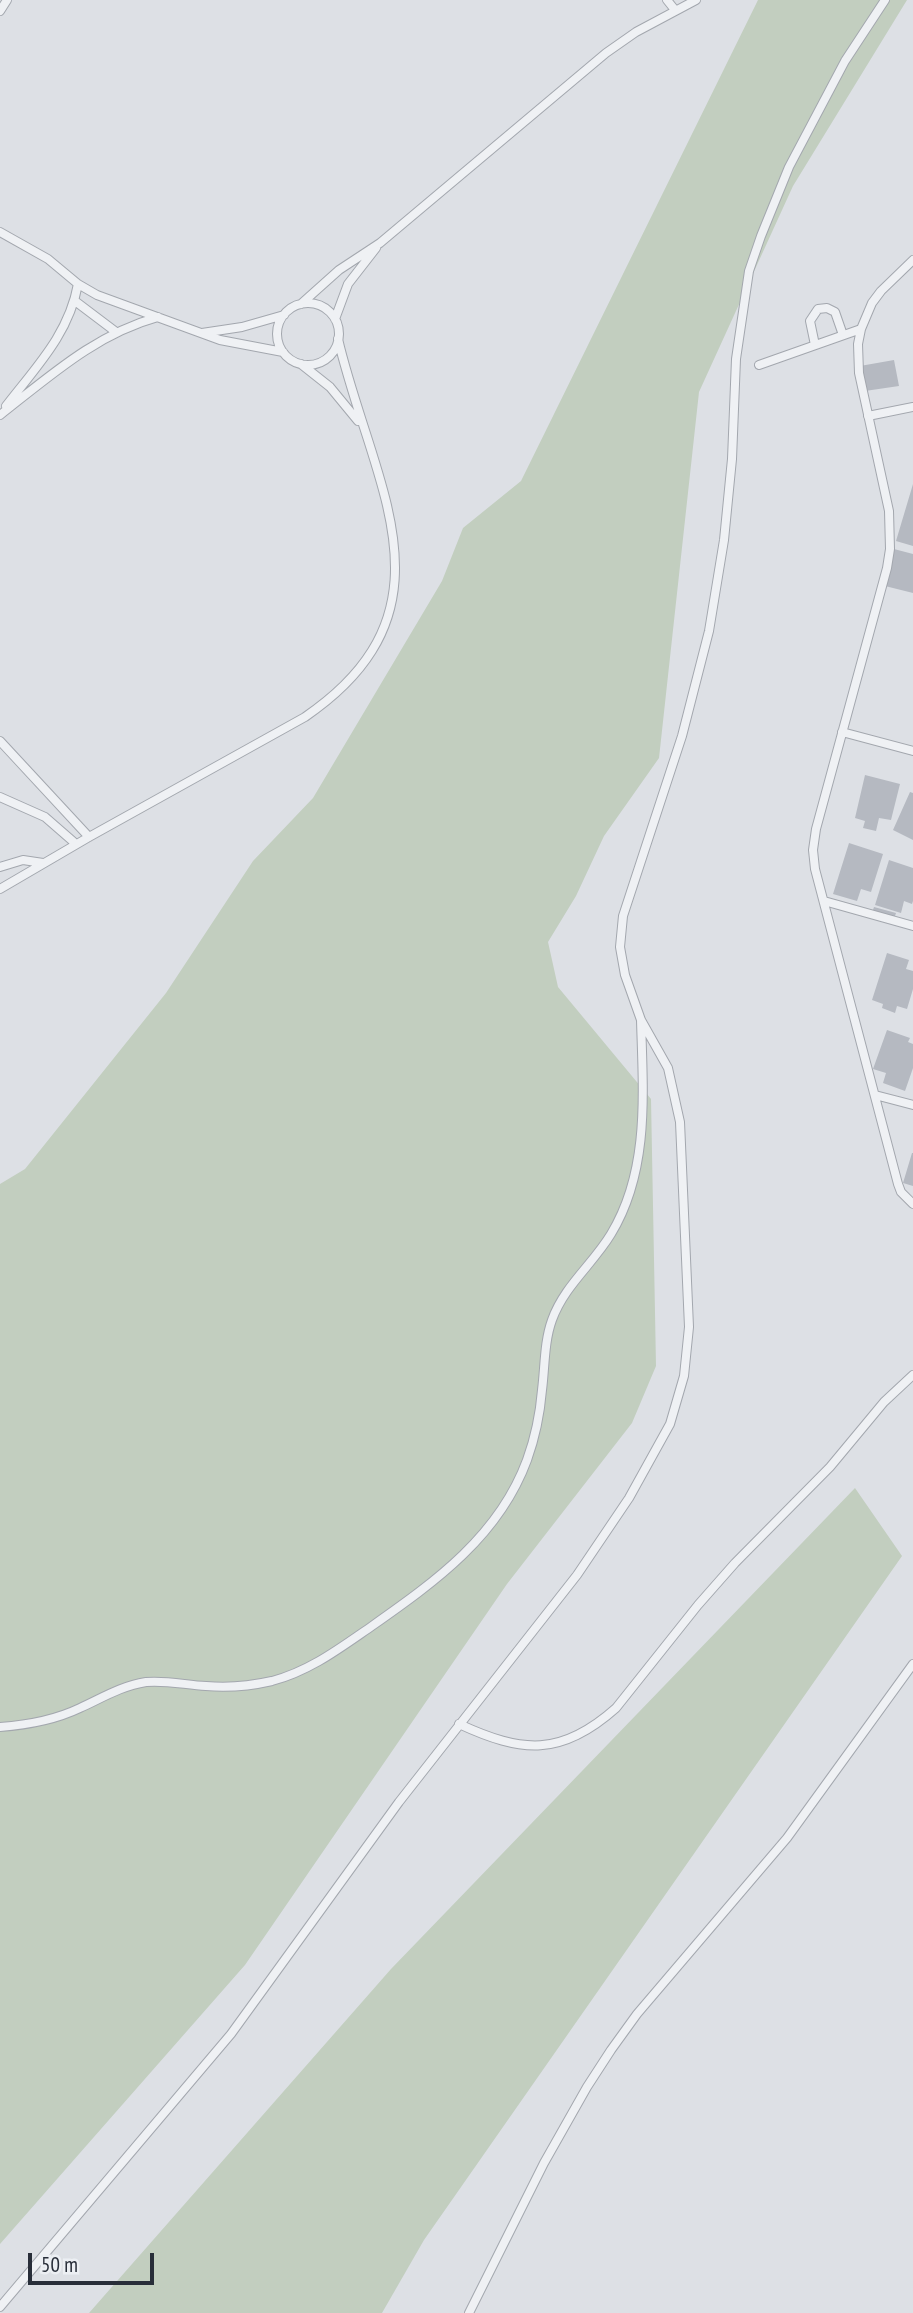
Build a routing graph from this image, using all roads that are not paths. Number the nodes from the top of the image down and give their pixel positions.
1 (6, 0) edge
2 (667, 0) edge
3 (696, 0) edge
4 (885, 0) edge
5 (0, 10) edge
6 (675, 10) junction
7 (0, 232) edge
8 (380, 243) junction
9 (913, 260) edge
10 (78, 284) junction
11 (75, 301) junction
12 (301, 304) junction
13 (284, 315) junction
14 (158, 317) junction
15 (335, 319) junction
16 (861, 329) junction
17 (116, 332) junction
18 (200, 333) junction
19 (843, 335) junction
20 (338, 339) junction
21 (816, 345) junction
22 (284, 352) junction
23 (300, 363) junction
24 (759, 365) dead end
25 (913, 407) edge
26 (0, 414) edge
27 (868, 416) junction
28 (365, 432) junction
29 (842, 732) junction
30 (0, 741) edge
31 (913, 751) edge
32 (0, 797) edge
33 (89, 836) junction
34 (76, 844) junction
35 (43, 863) junction
36 (0, 867) edge
37 (0, 889) edge
38 (824, 901) junction
39 (913, 926) edge
40 (641, 1020) junction
41 (875, 1094) junction
42 (913, 1105) edge
43 (913, 1204) edge
44 (913, 1375) edge
45 (913, 1664) edge
46 (459, 1724) junction
47 (0, 1727) edge
48 (0, 2307) edge
49 (469, 2313) edge

1 - 5 lane
2 - 6 lane
3 - 6 lane
4 - 40 lane
6 - 8 lane
7 - 10 lane
8 - 12 lane
8 - 15 lane
9 - 16 lane
10 - 11 lane
10 - 14 lane
11 - 17 lane
11 - 26 lane
12 - 13 lane
12 - 15 lane
13 - 18 lane
13 - 22 lane
14 - 17 lane
14 - 18 lane
15 - 20 lane
16 - 19 lane
16 - 27 lane
17 - 26 lane
18 - 22 lane
19 - 21 lane
19 - 21 lane
20 - 23 lane
20 - 28 lane
21 - 24 lane
22 - 23 lane
23 - 28 lane
25 - 27 lane
27 - 29 lane
28 - 33 lane
29 - 31 lane
29 - 38 lane
30 - 33 lane
32 - 34 lane
33 - 34 lane
34 - 35 lane
35 - 36 lane
35 - 37 lane
38 - 39 lane
38 - 41 lane
40 - 46 lane
40 - 47 lane
41 - 42 lane
41 - 43 lane
44 - 46 lane
45 - 49 lane
46 - 48 lane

=======

→ **Work task**: All records above need to be returned exactly. Omit the pictures.

→ **Exercise result**:
Build a routing graph from this image, using all roads that are not paths. Number the nodes from the top of the image down and give their pixel positions.
1 (6, 0) edge
2 (667, 0) edge
3 (696, 0) edge
4 (885, 0) edge
5 (0, 10) edge
6 (675, 10) junction
7 (0, 232) edge
8 (380, 243) junction
9 (913, 260) edge
10 (78, 284) junction
11 (75, 301) junction
12 (301, 304) junction
13 (284, 315) junction
14 (158, 317) junction
15 (335, 319) junction
16 (861, 329) junction
17 (116, 332) junction
18 (200, 333) junction
19 (843, 335) junction
20 (338, 339) junction
21 (816, 345) junction
22 (284, 352) junction
23 (300, 363) junction
24 (759, 365) dead end
25 (913, 407) edge
26 (0, 414) edge
27 (868, 416) junction
28 (365, 432) junction
29 (842, 732) junction
30 (0, 741) edge
31 (913, 751) edge
32 (0, 797) edge
33 (89, 836) junction
34 (76, 844) junction
35 (43, 863) junction
36 (0, 867) edge
37 (0, 889) edge
38 (824, 901) junction
39 (913, 926) edge
40 (641, 1020) junction
41 (875, 1094) junction
42 (913, 1105) edge
43 (913, 1204) edge
44 (913, 1375) edge
45 (913, 1664) edge
46 (459, 1724) junction
47 (0, 1727) edge
48 (0, 2307) edge
49 (469, 2313) edge

1 - 5 lane
2 - 6 lane
3 - 6 lane
4 - 40 lane
6 - 8 lane
7 - 10 lane
8 - 12 lane
8 - 15 lane
9 - 16 lane
10 - 11 lane
10 - 14 lane
11 - 17 lane
11 - 26 lane
12 - 13 lane
12 - 15 lane
13 - 18 lane
13 - 22 lane
14 - 17 lane
14 - 18 lane
15 - 20 lane
16 - 19 lane
16 - 27 lane
17 - 26 lane
18 - 22 lane
19 - 21 lane
19 - 21 lane
20 - 23 lane
20 - 28 lane
21 - 24 lane
22 - 23 lane
23 - 28 lane
25 - 27 lane
27 - 29 lane
28 - 33 lane
29 - 31 lane
29 - 38 lane
30 - 33 lane
32 - 34 lane
33 - 34 lane
34 - 35 lane
35 - 36 lane
35 - 37 lane
38 - 39 lane
38 - 41 lane
40 - 46 lane
40 - 47 lane
41 - 42 lane
41 - 43 lane
44 - 46 lane
45 - 49 lane
46 - 48 lane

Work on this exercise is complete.